While there’s a lot of preparation underway across the city, the field crews at State Farm Stadium have been focused on making sure every blade of grass is in place for the big day. The unique retractable field was the first of its kind in North America. It only makes sense in Arizona, where our abundant sunshine helps grass grow outside, while the stadium can stay air conditioned for events year-round inside.

The grass grows atop a steel and concrete tray. It takes about an hour to move this nearly 17 million pound field from outdoors to indoors on top of 13 steel tracks. The field is typically moved inside the stadium on the Friday before a Sunday game. The grass itself is a drought-tolerant type of Bermuda, and it’s cared for by a team led by Andy Levy, director of fields for the Cardinals for the past 22 years.

He said this field is like his baby. “It’s an extension of your family, it really is,” Levy said. “It’s living or it’s dying if you don’t take care of it. So, it takes constant care.” Levy said this year’s active monsoon was a gift. “We still had the heat with the monsoon this year too, which was great,” Levy said. “Miserable for everybody else in Arizona, but the grass just jumps out of the ground when we get these hot, humid conditions.”

There are only two teams in the NFL with this kind of technology--the Cardinals and the Raiders. Levy thinks every team in both warm and cold weather cities should consider this. “I’d love to see a day where we have a shared stadium with two of these trays,” he said. “College comes in on Saturday.
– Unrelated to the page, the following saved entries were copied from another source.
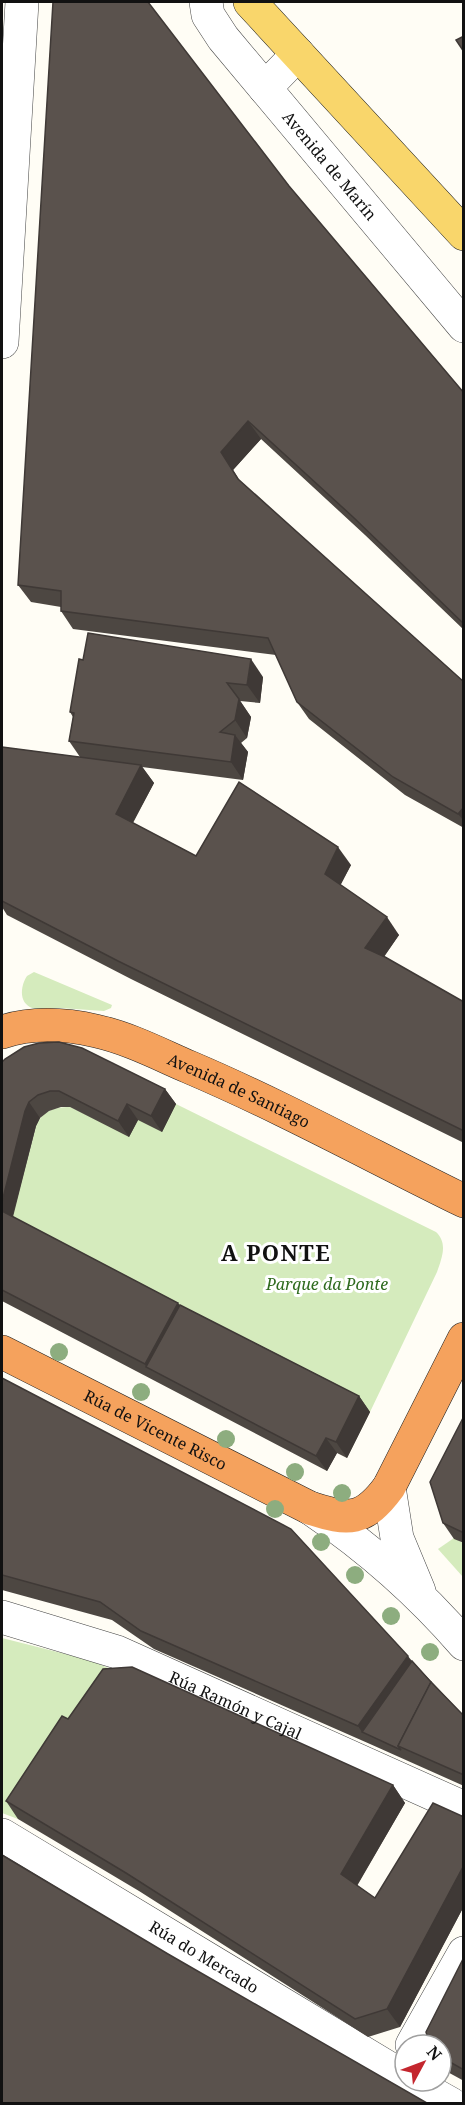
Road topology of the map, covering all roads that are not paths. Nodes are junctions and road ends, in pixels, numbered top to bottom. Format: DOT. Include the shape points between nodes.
graph roads {
  1 [pos="21,2"];
  2 [pos="206,2"];
  3 [pos="250,2"];
  4 [pos="298,54"];
  5 [pos="265,88"];
  6 [pos="464,234"];
  7 [pos="464,326"];
  8 [pos="2,342"];
  9 [pos="2,1032"];
  10 [pos="464,1201"];
  11 [pos="464,1339"];
  12 [pos="2,1352"];
  13 [pos="389,1487"];
  14 [pos="310,1508"];
  15 [pos="422,1598"];
  16 [pos="2,1617"];
  17 [pos="464,1644"];
  18 [pos="464,1808"];
  19 [pos="2,1835"];
  20 [pos="464,1953"];
  21 [pos="419,2033"];
  22 [pos="393,2066"];
  23 [pos="435,2093"];
  24 [pos="451,2103"];
  1 -- 8 [label="street"];
  2 -- 5 [label="street, Avenida de Marín" via="208,15"];
  3 -- 4 [label="main road"];
  4 -- 5 [label="street"];
  4 -- 6 [label="main road"];
  5 -- 7 [label="street, Avenida de Marín"];
  9 -- 10 [label="highway, Avenida de Santiago" via="32,1025 58,1025 99,1031 125,1040 220,1080"];
  11 -- 13 [label="highway"];
  12 -- 14 [label="highway, Rúa de Vicente Risco"];
  13 -- 14 [label="highway, Rúa de Vicente Risco" via="361,1514 351,1517 336,1517"];
  13 -- 15 [label="street, Rúa de Vicente Risco" via="397,1538"];
  14 -- 15 [label="street, Rúa de Vicente Risco" via="358,1541"];
  15 -- 17 [label="street, Rúa de Vicente Risco"];
  16 -- 18 [label="street, Rúa Ramón y Cajal" via="117,1652"];
  19 -- 22 [label="street, Rúa do Mercado"];
  20 -- 21 [label="street"];
  23 -- 24 [label="street, Rúa do Mercado"];
}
Field comes out and NFL comes in on Sunday.”

Right now, he said he’s focused on keeping the field looking great for the rest of the Cardinals season while preparing for the monumental task of hosting the Superbowl in just a few months. “It’s a mixture of excitement and anxiety. You try not to consider the gigantic nature of it when you’re going into it,” Levy said. “You’re out here painting the field knowing the entire planet will be scrutinizing you. We try to stay anonymous, we try not to be part of the game. If nobody’s talking about the field, we’ve done our job.”